Spotify continues to boggle my mind, and not always in a good way (speaking as a software developer with a decade or so of formal UX experience)

The Spotify app (at least on the Mac) uses a Browse / Overview landing page which, at the top, lists ten playlists, scrolling to display five at a time. Let's say I start playing one of those, then pause playback while I go away from my computer. I return a few hours later and hit Play again; Spotify will continue playing back the playlist from where it left off.

So far, so good — except the playlist I'm listening to is no longer on the "top ten" list and I have no way of asking the app, "which playlist am I listening to?" I want to save the playlist; I shouldn't have to manually recreate it from my Play Queue history. Besides being much too tedious for the average user, it has other issues, such as not counting for the "listener count" of the original.
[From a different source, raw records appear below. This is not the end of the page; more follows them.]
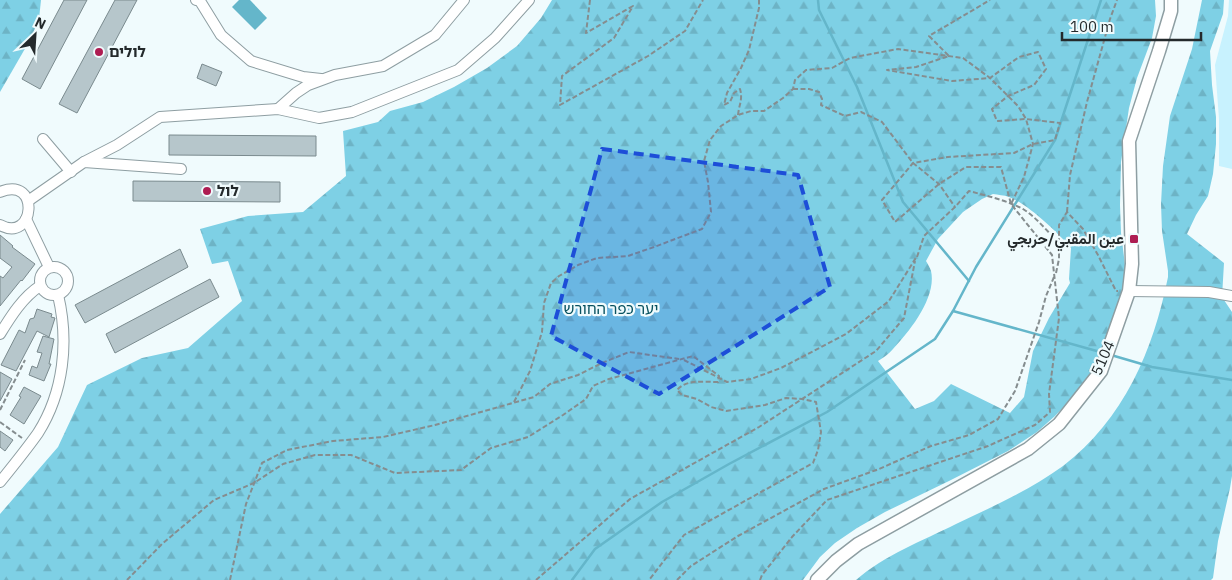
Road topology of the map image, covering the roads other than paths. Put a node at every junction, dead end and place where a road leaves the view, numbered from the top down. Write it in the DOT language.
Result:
graph roads {
  1 [pos="196,0"];
  2 [pos="464,0"];
  3 [pos="529,0"];
  4 [pos="1171,0"];
  5 [pos="323,80"];
  6 [pos="278,109"];
  7 [pos="44,139"];
  8 [pos="84,162"];
  9 [pos="182,169"];
  10 [pos="71,172"];
  11 [pos="0,192"];
  12 [pos="28,201"];
  13 [pos="26,219"];
  14 [pos="0,225"];
  15 [pos="49,267"];
  16 [pos="40,286"];
  17 [pos="1128,291"];
  18 [pos="58,294"];
  19 [pos="1232,296"];
  20 [pos="0,334"];
  21 [pos="0,482"];
  22 [pos="817,580"];
  1 -- 5 [label="street"];
  2 -- 5 [label="street"];
  3 -- 6 [label="street"];
  4 -- 17 [label="street, 5104"];
  5 -- 6 [label="street"];
  6 -- 8 [label="street"];
  7 -- 10 [label="street"];
  8 -- 9 [label="street"];
  8 -- 10 [label="street"];
  10 -- 12 [label="street"];
  11 -- 12 [label="street"];
  12 -- 13 [label="street"];
  13 -- 14 [label="street"];
  13 -- 15 [label="street"];
  15 -- 16 [label="street"];
  15 -- 18 [label="street"];
  16 -- 18 [label="street"];
  16 -- 20 [label="street"];
  17 -- 19 [label="street"];
  17 -- 22 [label="street, 5104"];
  18 -- 21 [label="street"];
}
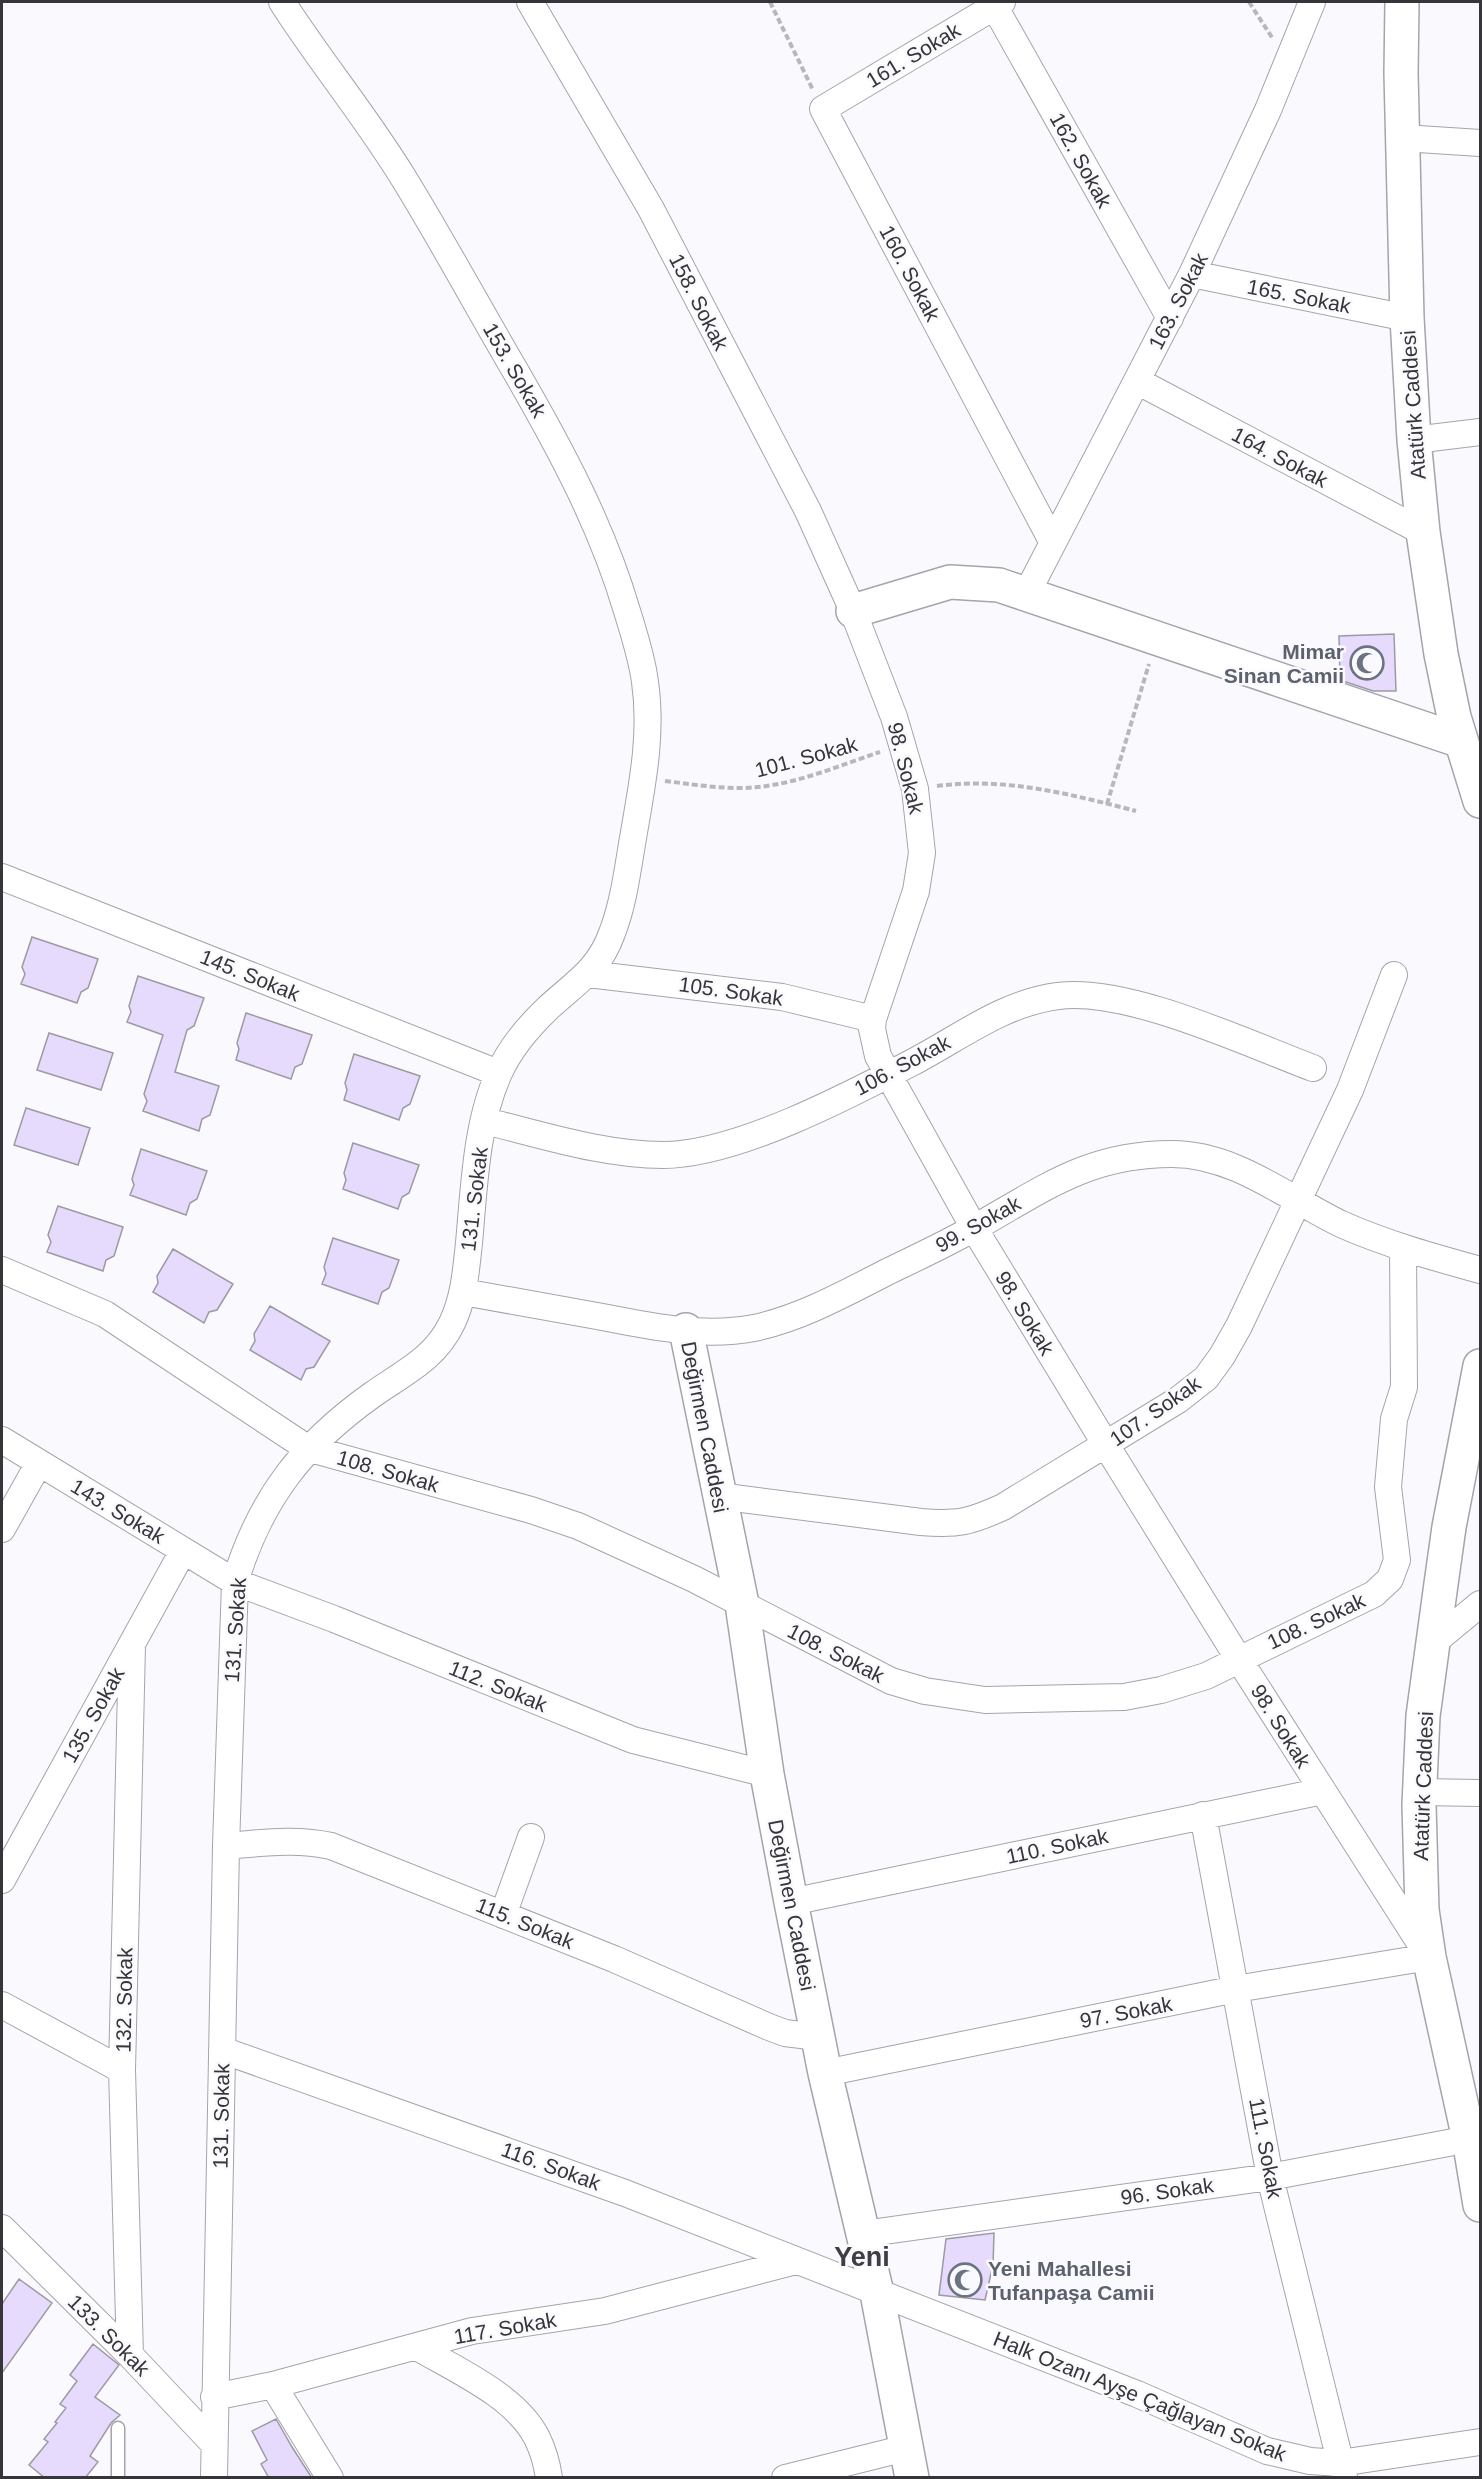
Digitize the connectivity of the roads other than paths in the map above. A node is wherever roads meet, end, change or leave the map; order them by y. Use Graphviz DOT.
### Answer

This sucks; I shouldn't have to decide before getting up from my desk whether I want to save the playlist. The technology exists to preserve this sort of information, through any number of methods. I want to be able to re-listen to playlists, and I want the people who compile those playlists to have accurate feedback on their popularity. For all I know, compliers of lists and performers of songs on those lists might have their compensation pegged in part to the subscriber count; that would raise the present situation above mere incompetence.

Community engagement? What "community engagement"?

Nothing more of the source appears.